[Saved entries]
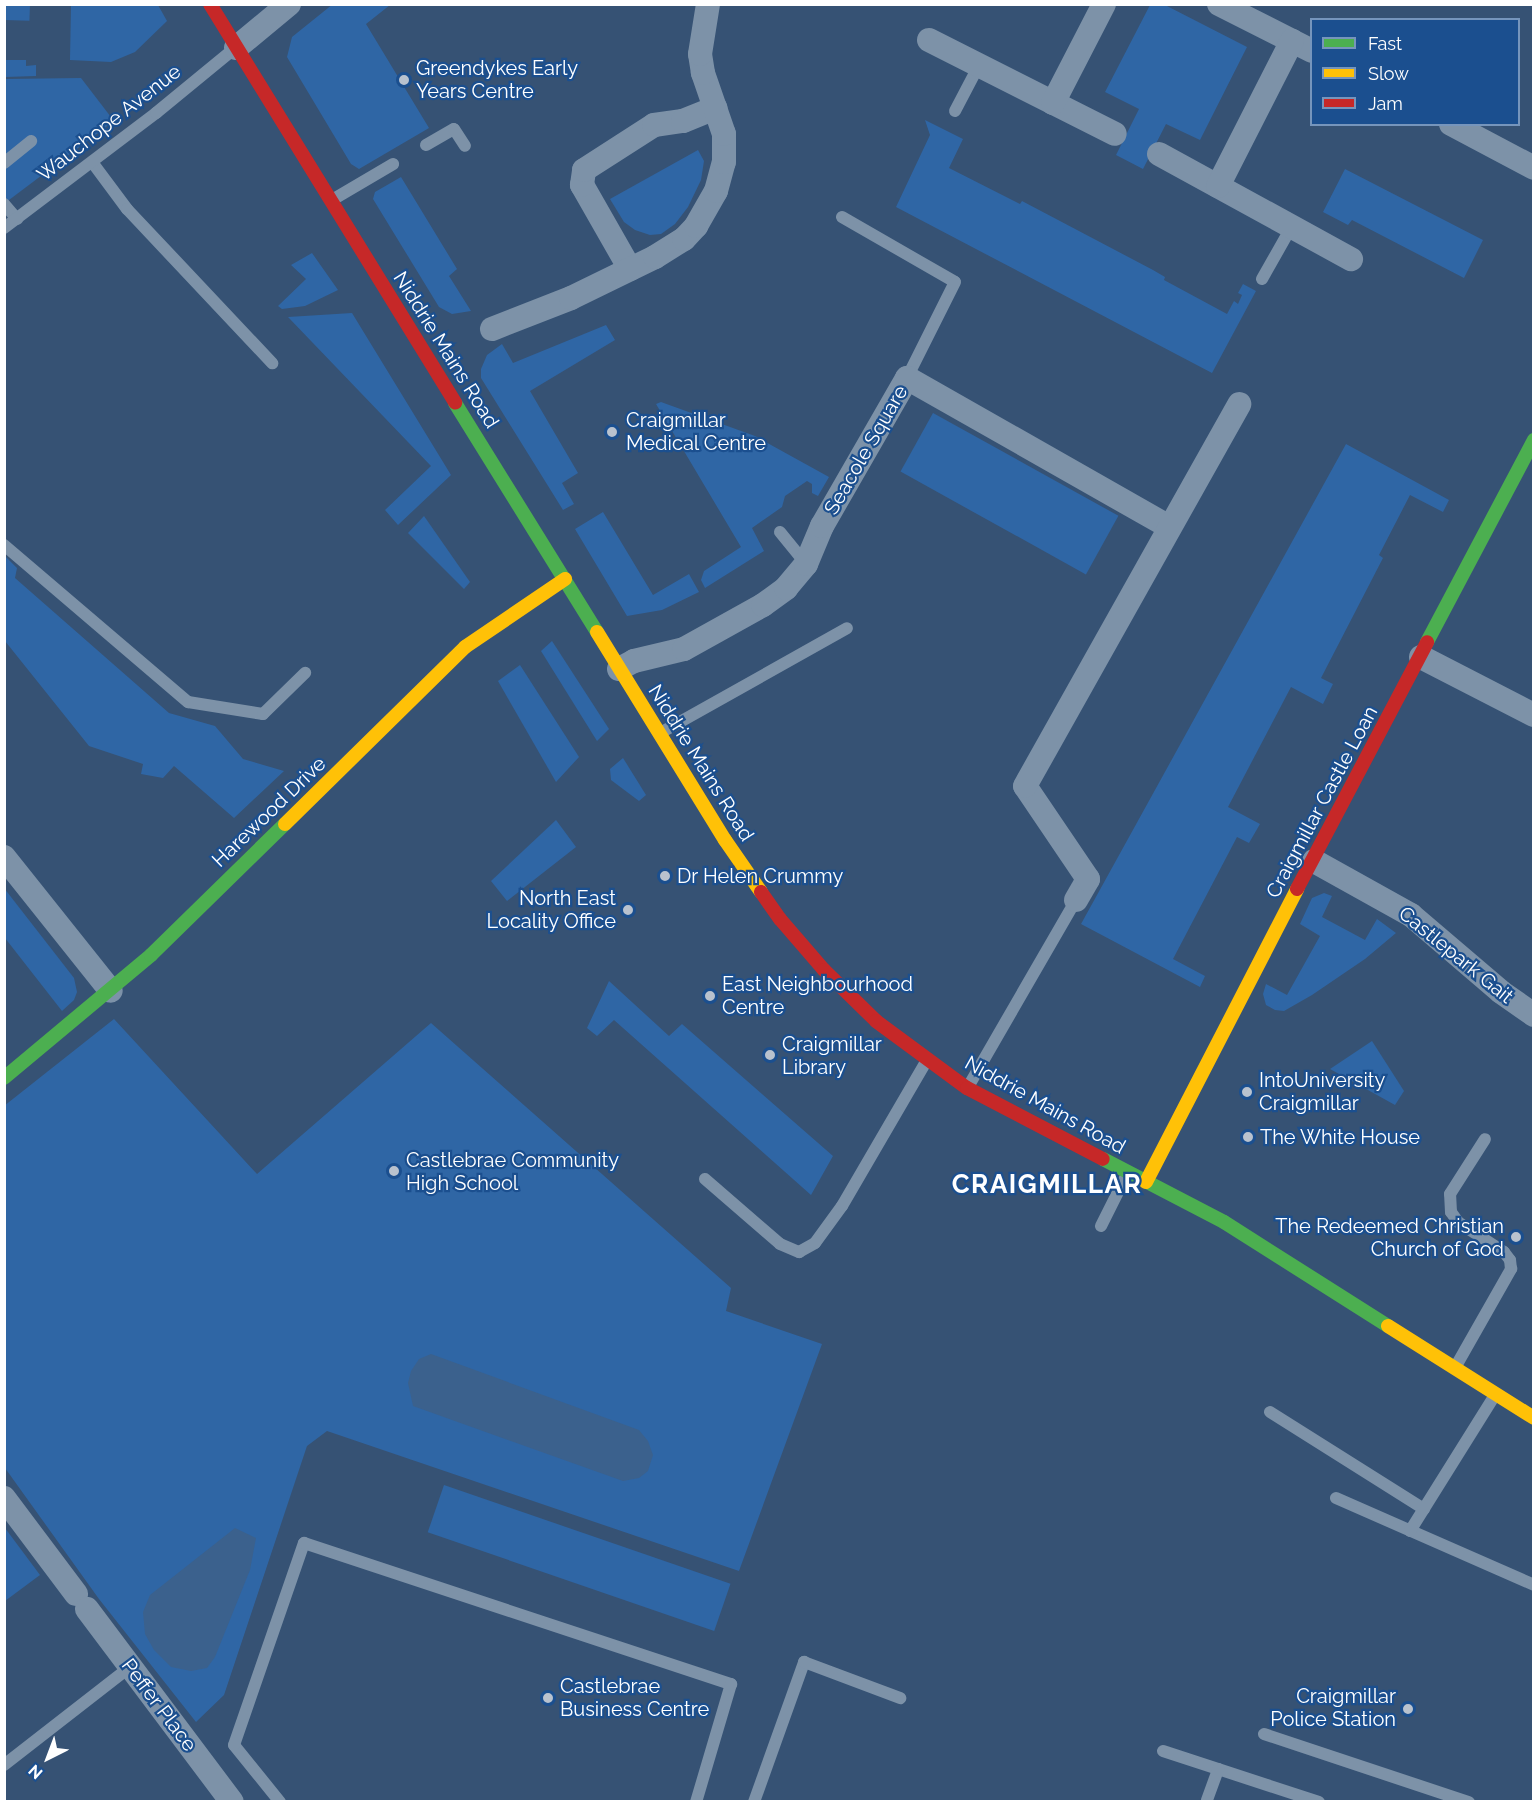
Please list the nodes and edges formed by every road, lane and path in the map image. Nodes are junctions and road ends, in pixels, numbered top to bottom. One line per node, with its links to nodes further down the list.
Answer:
1 (210, 4): 8 (main road, Niddrie Mains Road)
2 (289, 4): 8 (street)
3 (708, 4): 11 (street)
4 (1104, 4): 10 (street)
5 (1219, 4): 7 (street)
6 (929, 40): 9 (street)
7 (1302, 46): 23 (street)
8 (236, 48): 19 (lane, Wauchope Avenue); 24 (main road, Niddrie Mains Road)
9 (979, 65): 10 (street); 12 (lane)
10 (1053, 103): 14 (street)
11 (716, 108): 31 (street); 31 (street)
12 (955, 111)
13 (1455, 126): 22 (street)
14 (1115, 134)
15 (31, 141): 20 (lane)
16 (426, 145): 17 (lane)
17 (465, 146)
18 (1159, 154): 23 (street)
19 (92, 162): 27 (lane, Wauchope Avenue); 34 (lane)
20 (4, 163)
21 (393, 164): 24 (lane)
22 (1533, 168)
23 (1218, 186): 28 (street)
24 (331, 201): 42 (main road, Niddrie Mains Road)
25 (4, 204): 27 (lane)
26 (842, 217): 35 (lane)
27 (17, 219): 29 (lane, Wauchope Avenue)
28 (1293, 226): 30 (street); 32 (lane)
29 (4, 228)
30 (1351, 259)
31 (630, 269): 33 (street)
32 (1262, 279)
33 (492, 329)
34 (272, 363)
35 (907, 378): 38 (street, Seacole Square); 41 (street, Seacole Square)
36 (1239, 404): 38 (street)
37 (1533, 440): 44 (main road, Craigmillar Castle Loan)
38 (1169, 527): 51 (street)
39 (780, 532): 41 (lane)
40 (4, 545): 46 (lane)
41 (806, 564): 45 (street, Seacole Square)
42 (565, 579): 45 (main road, Niddrie Mains Road); 52 (main road, Harewood Drive)
43 (847, 627): 48 (lane)
44 (1421, 657): 47 (street); 50 (main road, Craigmillar Castle Loan)
45 (619, 669): 48 (main road, Niddrie Mains Road)
46 (305, 673)
47 (1533, 715)
48 (660, 733): 54 (main road, Niddrie Mains Road)
49 (4, 857): 52 (street)
50 (1314, 861): 53 (street, Castlepark Gait); 60 (main road, Craigmillar Castle Loan)
51 (1076, 900): 56 (lane)
52 (111, 991): 55 (main road, Harewood Drive)
53 (1533, 1015)
54 (928, 1059): 56 (main road, Niddrie Mains Road); 59 (lane)
55 (4, 1078)
56 (968, 1088): 58 (main road, Niddrie Mains Road)
57 (1485, 1139): 62 (lane)
58 (1128, 1173): 60 (main road, Niddrie Mains Road); 61 (lane)
59 (705, 1179)
60 (1146, 1182): 62 (main road, Niddrie Mains Road)
61 (1101, 1226)
62 (1456, 1367): 63 (main road, Niddrie Mains Road)
63 (1496, 1393): 65 (main road, Niddrie Mains Road); 68 (lane)
64 (1270, 1412): 68 (lane)
65 (1533, 1418)
66 (4, 1498): 71 (street, Peffer Place)
67 (1336, 1498): 69 (lane)
68 (1424, 1509): 69 (lane)
69 (1410, 1531): 70 (lane)
70 (1533, 1585)
71 (130, 1667): 75 (lane); 78 (street, Peffer Place)
72 (900, 1698): 81 (lane)
73 (1263, 1734): 83 (lane)
74 (1164, 1752): 76 (lane)
75 (4, 1765)
76 (1218, 1769): 77 (lane); 82 (lane)
77 (1206, 1800)
78 (232, 1802)
79 (280, 1802): 80 (lane)
80 (696, 1802)
81 (754, 1802)
82 (1319, 1802)
83 (1469, 1802)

(Requirement):
Output the records exactly, and let none of their pictures appear in the copy.

(Solved problem):
Please list the nodes and edges formed by every road, lane and path in the map image. Nodes are junctions and road ends, in pixels, numbered top to bottom. One line per node, with its links to nodes further down the list.
Answer:
1 (210, 4): 8 (main road, Niddrie Mains Road)
2 (289, 4): 8 (street)
3 (708, 4): 11 (street)
4 (1104, 4): 10 (street)
5 (1219, 4): 7 (street)
6 (929, 40): 9 (street)
7 (1302, 46): 23 (street)
8 (236, 48): 19 (lane, Wauchope Avenue); 24 (main road, Niddrie Mains Road)
9 (979, 65): 10 (street); 12 (lane)
10 (1053, 103): 14 (street)
11 (716, 108): 31 (street); 31 (street)
12 (955, 111)
13 (1455, 126): 22 (street)
14 (1115, 134)
15 (31, 141): 20 (lane)
16 (426, 145): 17 (lane)
17 (465, 146)
18 (1159, 154): 23 (street)
19 (92, 162): 27 (lane, Wauchope Avenue); 34 (lane)
20 (4, 163)
21 (393, 164): 24 (lane)
22 (1533, 168)
23 (1218, 186): 28 (street)
24 (331, 201): 42 (main road, Niddrie Mains Road)
25 (4, 204): 27 (lane)
26 (842, 217): 35 (lane)
27 (17, 219): 29 (lane, Wauchope Avenue)
28 (1293, 226): 30 (street); 32 (lane)
29 (4, 228)
30 (1351, 259)
31 (630, 269): 33 (street)
32 (1262, 279)
33 (492, 329)
34 (272, 363)
35 (907, 378): 38 (street, Seacole Square); 41 (street, Seacole Square)
36 (1239, 404): 38 (street)
37 (1533, 440): 44 (main road, Craigmillar Castle Loan)
38 (1169, 527): 51 (street)
39 (780, 532): 41 (lane)
40 (4, 545): 46 (lane)
41 (806, 564): 45 (street, Seacole Square)
42 (565, 579): 45 (main road, Niddrie Mains Road); 52 (main road, Harewood Drive)
43 (847, 627): 48 (lane)
44 (1421, 657): 47 (street); 50 (main road, Craigmillar Castle Loan)
45 (619, 669): 48 (main road, Niddrie Mains Road)
46 (305, 673)
47 (1533, 715)
48 (660, 733): 54 (main road, Niddrie Mains Road)
49 (4, 857): 52 (street)
50 (1314, 861): 53 (street, Castlepark Gait); 60 (main road, Craigmillar Castle Loan)
51 (1076, 900): 56 (lane)
52 (111, 991): 55 (main road, Harewood Drive)
53 (1533, 1015)
54 (928, 1059): 56 (main road, Niddrie Mains Road); 59 (lane)
55 (4, 1078)
56 (968, 1088): 58 (main road, Niddrie Mains Road)
57 (1485, 1139): 62 (lane)
58 (1128, 1173): 60 (main road, Niddrie Mains Road); 61 (lane)
59 (705, 1179)
60 (1146, 1182): 62 (main road, Niddrie Mains Road)
61 (1101, 1226)
62 (1456, 1367): 63 (main road, Niddrie Mains Road)
63 (1496, 1393): 65 (main road, Niddrie Mains Road); 68 (lane)
64 (1270, 1412): 68 (lane)
65 (1533, 1418)
66 (4, 1498): 71 (street, Peffer Place)
67 (1336, 1498): 69 (lane)
68 (1424, 1509): 69 (lane)
69 (1410, 1531): 70 (lane)
70 (1533, 1585)
71 (130, 1667): 75 (lane); 78 (street, Peffer Place)
72 (900, 1698): 81 (lane)
73 (1263, 1734): 83 (lane)
74 (1164, 1752): 76 (lane)
75 (4, 1765)
76 (1218, 1769): 77 (lane); 82 (lane)
77 (1206, 1800)
78 (232, 1802)
79 (280, 1802): 80 (lane)
80 (696, 1802)
81 (754, 1802)
82 (1319, 1802)
83 (1469, 1802)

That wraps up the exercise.